[Data entries]
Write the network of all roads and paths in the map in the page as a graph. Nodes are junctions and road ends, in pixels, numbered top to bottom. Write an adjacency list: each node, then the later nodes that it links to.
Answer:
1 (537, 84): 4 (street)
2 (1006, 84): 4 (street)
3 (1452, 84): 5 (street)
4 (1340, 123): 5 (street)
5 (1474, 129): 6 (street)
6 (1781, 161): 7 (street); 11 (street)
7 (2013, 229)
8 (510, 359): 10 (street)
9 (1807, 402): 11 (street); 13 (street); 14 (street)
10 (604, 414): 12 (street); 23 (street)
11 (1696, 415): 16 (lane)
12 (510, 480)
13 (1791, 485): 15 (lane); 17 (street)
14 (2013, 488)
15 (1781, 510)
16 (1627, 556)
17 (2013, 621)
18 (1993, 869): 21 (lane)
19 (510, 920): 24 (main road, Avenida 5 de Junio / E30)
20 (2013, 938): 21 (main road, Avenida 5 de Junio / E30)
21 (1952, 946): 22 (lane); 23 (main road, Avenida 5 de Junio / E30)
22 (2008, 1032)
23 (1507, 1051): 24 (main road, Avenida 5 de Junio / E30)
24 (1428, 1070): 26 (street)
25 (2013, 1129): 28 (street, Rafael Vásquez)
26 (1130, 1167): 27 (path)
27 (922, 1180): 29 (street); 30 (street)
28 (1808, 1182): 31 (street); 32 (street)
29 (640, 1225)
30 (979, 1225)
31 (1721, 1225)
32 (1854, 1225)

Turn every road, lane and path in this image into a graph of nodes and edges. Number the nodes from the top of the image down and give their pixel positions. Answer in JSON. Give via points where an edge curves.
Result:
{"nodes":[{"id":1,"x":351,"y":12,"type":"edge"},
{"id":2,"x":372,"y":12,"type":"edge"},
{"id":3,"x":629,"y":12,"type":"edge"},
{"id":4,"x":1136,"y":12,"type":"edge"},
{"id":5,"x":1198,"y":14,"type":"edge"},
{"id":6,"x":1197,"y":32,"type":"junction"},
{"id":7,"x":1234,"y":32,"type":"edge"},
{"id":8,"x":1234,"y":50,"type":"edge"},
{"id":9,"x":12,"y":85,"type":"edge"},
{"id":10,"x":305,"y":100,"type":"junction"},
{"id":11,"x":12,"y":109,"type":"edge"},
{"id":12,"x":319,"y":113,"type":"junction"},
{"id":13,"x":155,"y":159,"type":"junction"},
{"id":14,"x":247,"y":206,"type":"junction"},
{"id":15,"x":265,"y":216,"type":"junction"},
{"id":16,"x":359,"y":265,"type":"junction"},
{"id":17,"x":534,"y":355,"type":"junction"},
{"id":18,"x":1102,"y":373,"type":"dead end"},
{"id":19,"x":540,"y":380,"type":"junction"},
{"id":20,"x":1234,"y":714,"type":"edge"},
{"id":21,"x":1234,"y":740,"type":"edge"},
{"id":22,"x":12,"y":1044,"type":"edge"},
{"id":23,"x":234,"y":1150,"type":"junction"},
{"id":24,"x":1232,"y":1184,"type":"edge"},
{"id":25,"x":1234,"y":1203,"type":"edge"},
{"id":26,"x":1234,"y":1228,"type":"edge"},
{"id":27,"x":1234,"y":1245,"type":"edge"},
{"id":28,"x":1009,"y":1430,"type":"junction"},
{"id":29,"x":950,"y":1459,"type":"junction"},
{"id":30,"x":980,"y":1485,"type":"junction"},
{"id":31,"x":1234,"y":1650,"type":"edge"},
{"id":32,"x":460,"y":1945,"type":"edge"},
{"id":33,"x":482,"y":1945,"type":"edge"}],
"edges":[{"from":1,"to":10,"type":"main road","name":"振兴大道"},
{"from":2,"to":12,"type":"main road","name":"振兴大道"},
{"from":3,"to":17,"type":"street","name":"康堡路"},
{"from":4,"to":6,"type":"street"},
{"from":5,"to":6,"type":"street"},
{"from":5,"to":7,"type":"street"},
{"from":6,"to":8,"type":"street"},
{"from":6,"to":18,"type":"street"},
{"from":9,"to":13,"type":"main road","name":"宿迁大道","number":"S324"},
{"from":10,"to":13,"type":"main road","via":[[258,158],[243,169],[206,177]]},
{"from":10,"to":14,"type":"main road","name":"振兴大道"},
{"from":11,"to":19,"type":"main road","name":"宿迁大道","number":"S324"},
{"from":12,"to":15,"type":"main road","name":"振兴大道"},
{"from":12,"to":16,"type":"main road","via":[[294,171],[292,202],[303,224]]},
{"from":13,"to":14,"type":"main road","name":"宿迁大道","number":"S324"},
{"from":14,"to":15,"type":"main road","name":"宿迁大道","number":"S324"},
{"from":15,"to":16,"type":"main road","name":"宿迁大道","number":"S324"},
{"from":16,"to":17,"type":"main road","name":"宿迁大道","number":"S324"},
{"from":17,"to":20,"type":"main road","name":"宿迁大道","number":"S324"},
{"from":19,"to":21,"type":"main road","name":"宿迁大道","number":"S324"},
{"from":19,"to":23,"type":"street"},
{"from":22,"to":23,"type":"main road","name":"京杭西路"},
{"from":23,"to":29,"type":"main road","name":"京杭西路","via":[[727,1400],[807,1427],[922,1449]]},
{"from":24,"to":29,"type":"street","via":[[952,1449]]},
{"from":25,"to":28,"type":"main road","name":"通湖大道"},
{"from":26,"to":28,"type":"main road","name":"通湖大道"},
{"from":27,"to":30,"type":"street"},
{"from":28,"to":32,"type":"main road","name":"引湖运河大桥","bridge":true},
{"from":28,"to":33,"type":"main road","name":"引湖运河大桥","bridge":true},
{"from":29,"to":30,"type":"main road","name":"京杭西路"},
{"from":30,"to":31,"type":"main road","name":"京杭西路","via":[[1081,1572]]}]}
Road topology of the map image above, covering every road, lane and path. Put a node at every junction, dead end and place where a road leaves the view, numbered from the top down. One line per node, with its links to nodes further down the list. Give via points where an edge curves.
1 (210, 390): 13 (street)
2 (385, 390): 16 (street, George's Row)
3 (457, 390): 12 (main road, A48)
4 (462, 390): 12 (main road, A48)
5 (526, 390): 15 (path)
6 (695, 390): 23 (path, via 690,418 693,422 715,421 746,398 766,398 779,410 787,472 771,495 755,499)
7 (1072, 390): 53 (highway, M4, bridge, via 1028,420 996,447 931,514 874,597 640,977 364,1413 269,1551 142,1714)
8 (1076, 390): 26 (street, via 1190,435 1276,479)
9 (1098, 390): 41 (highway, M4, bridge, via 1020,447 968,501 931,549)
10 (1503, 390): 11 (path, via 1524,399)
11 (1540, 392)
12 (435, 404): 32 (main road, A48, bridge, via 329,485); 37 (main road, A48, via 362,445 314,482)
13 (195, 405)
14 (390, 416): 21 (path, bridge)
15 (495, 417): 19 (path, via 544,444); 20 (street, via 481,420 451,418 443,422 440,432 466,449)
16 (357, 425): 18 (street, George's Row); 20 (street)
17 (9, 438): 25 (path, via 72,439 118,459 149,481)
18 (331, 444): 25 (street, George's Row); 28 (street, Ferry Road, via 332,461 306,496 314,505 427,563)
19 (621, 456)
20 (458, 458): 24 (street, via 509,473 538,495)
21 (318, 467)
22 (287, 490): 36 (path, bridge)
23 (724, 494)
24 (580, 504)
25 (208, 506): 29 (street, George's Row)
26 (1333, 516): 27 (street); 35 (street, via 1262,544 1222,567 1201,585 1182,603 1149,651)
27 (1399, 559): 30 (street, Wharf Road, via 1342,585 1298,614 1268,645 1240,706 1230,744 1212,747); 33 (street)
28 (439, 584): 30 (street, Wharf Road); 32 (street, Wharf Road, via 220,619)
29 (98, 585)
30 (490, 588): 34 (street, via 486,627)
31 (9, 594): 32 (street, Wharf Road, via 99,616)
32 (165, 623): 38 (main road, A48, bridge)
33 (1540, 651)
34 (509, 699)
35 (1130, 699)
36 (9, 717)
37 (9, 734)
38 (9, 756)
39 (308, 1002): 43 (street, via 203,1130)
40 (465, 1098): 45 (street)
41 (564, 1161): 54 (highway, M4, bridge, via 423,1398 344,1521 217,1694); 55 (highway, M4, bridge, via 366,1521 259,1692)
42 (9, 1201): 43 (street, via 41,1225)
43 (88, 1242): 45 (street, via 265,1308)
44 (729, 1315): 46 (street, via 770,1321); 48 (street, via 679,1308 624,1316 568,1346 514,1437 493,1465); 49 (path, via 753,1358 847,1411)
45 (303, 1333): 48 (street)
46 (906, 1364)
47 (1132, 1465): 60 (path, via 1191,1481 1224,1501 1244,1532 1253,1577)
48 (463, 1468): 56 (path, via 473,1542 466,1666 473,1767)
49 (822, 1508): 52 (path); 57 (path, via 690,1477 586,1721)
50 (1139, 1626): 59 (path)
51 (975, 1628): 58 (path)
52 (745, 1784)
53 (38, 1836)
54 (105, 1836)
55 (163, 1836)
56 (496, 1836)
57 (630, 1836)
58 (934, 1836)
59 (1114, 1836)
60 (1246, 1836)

# THE PROBLEM:
Where a line of the data contains "Answer", copy that line.

# RESPONSE TO THE EXERCISE:
Answer:
Turn every road, lane and path in this image into a graph of nodes and edges. Number the nodes from the top of the image down and give their pixel positions. Answer in JSON. Give via points where an edge curves.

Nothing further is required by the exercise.